* EXERCISE PROMPT *
Leave the pictures out and quote every line from the start of the listing to the line with "cairo_set_miter_limit(c, 4);", inclusive.

* DATA *
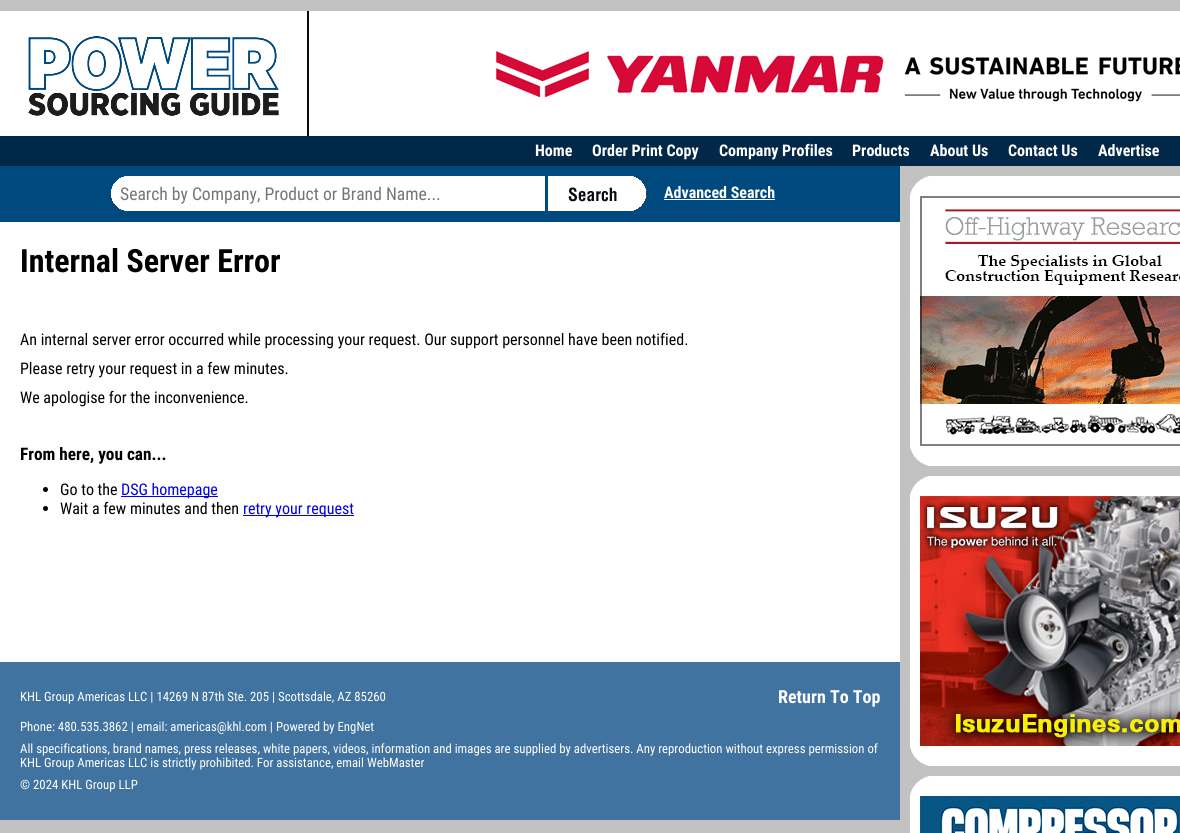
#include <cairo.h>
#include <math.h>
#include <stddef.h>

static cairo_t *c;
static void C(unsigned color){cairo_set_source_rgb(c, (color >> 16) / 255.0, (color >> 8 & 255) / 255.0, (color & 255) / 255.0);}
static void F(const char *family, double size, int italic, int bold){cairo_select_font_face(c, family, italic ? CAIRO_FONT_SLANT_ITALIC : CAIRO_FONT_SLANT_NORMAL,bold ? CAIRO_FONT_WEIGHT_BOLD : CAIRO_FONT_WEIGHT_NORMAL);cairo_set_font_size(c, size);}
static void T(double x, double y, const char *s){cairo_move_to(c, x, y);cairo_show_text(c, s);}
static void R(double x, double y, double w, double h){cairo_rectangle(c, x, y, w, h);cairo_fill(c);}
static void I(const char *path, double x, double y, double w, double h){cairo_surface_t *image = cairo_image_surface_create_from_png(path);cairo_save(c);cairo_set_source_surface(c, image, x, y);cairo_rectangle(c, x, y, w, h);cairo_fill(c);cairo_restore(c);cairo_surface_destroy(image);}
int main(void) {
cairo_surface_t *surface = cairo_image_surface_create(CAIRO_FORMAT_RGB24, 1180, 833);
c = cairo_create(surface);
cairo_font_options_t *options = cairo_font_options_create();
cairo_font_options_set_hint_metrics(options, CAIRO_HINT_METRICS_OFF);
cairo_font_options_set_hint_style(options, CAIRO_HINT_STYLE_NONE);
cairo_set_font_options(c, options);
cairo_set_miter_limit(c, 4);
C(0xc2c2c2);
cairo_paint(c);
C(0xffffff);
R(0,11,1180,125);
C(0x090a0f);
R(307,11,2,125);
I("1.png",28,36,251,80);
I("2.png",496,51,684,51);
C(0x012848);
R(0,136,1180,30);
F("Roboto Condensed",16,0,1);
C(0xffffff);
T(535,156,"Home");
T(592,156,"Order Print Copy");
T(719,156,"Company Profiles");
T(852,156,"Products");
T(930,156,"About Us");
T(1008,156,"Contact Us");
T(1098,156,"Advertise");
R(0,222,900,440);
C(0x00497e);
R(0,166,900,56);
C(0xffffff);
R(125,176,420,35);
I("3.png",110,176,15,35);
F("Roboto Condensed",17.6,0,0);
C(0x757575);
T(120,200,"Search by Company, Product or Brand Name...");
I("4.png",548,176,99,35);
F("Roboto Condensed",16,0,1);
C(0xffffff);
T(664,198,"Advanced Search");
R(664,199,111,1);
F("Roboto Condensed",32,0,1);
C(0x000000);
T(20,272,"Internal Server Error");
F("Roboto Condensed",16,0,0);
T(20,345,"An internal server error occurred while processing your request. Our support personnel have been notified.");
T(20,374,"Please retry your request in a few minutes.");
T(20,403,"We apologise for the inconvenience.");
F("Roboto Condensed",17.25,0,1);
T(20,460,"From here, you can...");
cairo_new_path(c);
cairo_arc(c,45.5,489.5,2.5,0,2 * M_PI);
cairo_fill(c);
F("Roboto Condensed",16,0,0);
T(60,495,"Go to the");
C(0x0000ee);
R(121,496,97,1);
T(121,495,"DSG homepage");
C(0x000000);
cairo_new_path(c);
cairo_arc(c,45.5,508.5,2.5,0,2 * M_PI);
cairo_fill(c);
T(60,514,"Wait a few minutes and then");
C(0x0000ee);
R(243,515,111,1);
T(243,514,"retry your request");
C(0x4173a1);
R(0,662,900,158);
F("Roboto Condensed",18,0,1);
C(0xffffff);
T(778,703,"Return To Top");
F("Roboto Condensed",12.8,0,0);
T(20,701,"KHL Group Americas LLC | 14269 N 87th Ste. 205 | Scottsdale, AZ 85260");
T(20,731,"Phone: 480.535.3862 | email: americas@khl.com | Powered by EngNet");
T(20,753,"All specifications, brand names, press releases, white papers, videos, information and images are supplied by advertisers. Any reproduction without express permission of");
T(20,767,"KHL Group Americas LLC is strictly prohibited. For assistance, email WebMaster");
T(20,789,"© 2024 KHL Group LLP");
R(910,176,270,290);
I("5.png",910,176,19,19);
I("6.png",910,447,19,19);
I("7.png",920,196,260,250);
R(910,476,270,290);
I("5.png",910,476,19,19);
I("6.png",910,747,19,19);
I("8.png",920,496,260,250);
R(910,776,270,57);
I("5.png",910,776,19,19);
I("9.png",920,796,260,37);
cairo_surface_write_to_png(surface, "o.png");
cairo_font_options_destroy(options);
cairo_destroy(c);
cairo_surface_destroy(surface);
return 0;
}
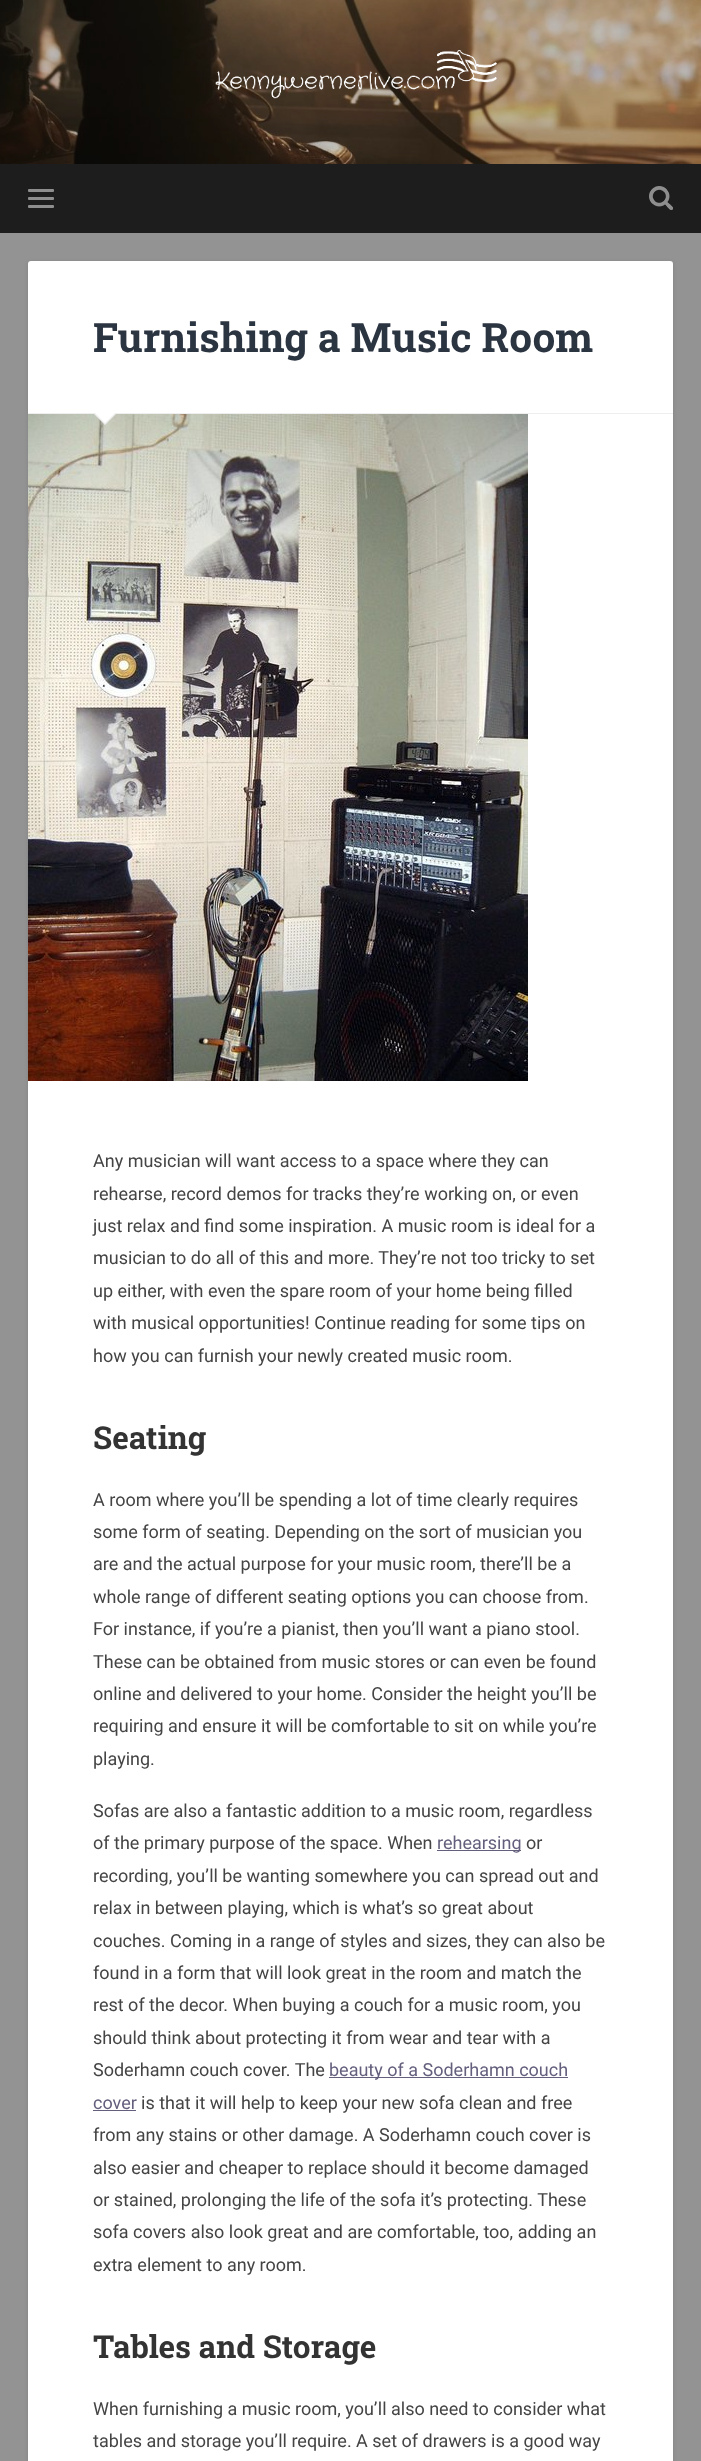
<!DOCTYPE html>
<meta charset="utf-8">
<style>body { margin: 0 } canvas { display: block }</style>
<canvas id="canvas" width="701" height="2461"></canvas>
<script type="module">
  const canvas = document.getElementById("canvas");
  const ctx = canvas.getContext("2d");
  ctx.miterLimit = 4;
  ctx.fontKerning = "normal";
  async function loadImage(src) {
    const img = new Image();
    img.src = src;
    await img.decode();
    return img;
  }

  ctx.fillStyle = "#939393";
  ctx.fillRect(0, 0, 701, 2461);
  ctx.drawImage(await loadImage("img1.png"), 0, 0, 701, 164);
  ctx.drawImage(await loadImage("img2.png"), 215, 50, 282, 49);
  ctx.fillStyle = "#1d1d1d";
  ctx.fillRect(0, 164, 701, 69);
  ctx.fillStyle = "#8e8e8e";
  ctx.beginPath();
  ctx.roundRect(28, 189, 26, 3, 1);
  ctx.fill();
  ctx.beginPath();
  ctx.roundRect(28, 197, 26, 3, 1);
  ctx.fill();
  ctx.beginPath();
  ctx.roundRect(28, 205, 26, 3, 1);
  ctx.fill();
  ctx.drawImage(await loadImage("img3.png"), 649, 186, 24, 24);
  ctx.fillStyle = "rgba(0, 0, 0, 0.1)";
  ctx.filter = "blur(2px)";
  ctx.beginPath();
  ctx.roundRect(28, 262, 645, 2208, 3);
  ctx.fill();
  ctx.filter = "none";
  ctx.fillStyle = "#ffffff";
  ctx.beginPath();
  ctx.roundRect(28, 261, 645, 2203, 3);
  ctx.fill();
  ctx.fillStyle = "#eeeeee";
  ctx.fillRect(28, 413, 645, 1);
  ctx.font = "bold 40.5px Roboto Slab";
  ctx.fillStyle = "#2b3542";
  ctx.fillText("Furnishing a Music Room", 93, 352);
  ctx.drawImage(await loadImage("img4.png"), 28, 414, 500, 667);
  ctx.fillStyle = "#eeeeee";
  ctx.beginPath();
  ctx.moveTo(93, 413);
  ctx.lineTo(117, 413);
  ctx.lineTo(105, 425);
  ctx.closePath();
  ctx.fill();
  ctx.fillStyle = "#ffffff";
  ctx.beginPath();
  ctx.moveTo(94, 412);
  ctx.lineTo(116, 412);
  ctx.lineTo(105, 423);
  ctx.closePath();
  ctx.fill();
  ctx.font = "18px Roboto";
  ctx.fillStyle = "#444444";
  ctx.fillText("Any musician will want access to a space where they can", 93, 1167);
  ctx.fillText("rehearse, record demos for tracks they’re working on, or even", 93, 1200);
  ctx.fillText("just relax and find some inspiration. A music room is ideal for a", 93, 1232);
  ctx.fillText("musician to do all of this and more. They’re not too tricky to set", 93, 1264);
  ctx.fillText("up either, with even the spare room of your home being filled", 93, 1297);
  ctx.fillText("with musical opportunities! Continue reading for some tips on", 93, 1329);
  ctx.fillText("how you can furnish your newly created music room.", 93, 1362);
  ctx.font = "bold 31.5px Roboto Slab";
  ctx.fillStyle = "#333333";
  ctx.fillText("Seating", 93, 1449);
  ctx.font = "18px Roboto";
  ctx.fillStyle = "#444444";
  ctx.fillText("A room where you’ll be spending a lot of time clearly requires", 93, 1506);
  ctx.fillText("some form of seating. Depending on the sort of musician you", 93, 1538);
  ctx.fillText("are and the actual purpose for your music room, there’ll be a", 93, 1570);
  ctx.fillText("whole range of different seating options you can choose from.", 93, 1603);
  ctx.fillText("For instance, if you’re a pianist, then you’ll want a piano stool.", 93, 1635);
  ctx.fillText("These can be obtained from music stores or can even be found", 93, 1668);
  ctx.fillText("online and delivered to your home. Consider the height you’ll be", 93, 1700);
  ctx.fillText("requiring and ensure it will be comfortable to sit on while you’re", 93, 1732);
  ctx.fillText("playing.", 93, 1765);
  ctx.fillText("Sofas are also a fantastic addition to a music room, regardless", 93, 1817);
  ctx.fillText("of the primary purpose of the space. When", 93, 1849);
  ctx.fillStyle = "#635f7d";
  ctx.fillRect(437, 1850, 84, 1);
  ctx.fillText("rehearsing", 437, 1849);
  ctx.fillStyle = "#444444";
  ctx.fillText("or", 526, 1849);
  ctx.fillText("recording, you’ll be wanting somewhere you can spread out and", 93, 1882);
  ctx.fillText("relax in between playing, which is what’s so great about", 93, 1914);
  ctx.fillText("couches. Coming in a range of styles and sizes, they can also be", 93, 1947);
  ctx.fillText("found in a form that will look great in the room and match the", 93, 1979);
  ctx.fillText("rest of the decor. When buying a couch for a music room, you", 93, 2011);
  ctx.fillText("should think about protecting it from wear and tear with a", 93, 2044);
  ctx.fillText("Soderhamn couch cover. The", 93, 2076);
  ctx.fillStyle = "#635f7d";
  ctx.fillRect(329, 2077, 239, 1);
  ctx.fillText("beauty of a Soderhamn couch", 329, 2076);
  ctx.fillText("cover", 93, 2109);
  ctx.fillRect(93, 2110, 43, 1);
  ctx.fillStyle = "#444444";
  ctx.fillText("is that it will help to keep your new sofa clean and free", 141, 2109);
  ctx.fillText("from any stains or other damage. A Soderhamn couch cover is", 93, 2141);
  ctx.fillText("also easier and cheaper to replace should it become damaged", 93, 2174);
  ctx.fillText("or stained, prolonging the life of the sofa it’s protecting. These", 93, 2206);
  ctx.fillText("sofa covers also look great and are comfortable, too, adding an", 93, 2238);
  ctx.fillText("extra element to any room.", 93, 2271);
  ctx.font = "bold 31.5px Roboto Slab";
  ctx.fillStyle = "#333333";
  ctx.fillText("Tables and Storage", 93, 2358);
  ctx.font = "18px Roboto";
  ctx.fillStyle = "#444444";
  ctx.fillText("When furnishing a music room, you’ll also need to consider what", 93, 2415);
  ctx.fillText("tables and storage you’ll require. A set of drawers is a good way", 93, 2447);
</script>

* TASK SOLUTION *
#include <cairo.h>
#include <math.h>
#include <stddef.h>

static cairo_t *c;
static void C(unsigned color){cairo_set_source_rgb(c, (color >> 16) / 255.0, (color >> 8 & 255) / 255.0, (color & 255) / 255.0);}
static void F(const char *family, double size, int italic, int bold){cairo_select_font_face(c, family, italic ? CAIRO_FONT_SLANT_ITALIC : CAIRO_FONT_SLANT_NORMAL,bold ? CAIRO_FONT_WEIGHT_BOLD : CAIRO_FONT_WEIGHT_NORMAL);cairo_set_font_size(c, size);}
static void T(double x, double y, const char *s){cairo_move_to(c, x, y);cairo_show_text(c, s);}
static void R(double x, double y, double w, double h){cairo_rectangle(c, x, y, w, h);cairo_fill(c);}
static void I(const char *path, double x, double y, double w, double h){cairo_surface_t *image = cairo_image_surface_create_from_png(path);cairo_save(c);cairo_set_source_surface(c, image, x, y);cairo_rectangle(c, x, y, w, h);cairo_fill(c);cairo_restore(c);cairo_surface_destroy(image);}
int main(void) {
cairo_surface_t *surface = cairo_image_surface_create(CAIRO_FORMAT_RGB24, 1180, 833);
c = cairo_create(surface);
cairo_font_options_t *options = cairo_font_options_create();
cairo_font_options_set_hint_metrics(options, CAIRO_HINT_METRICS_OFF);
cairo_font_options_set_hint_style(options, CAIRO_HINT_STYLE_NONE);
cairo_set_font_options(c, options);
cairo_set_miter_limit(c, 4);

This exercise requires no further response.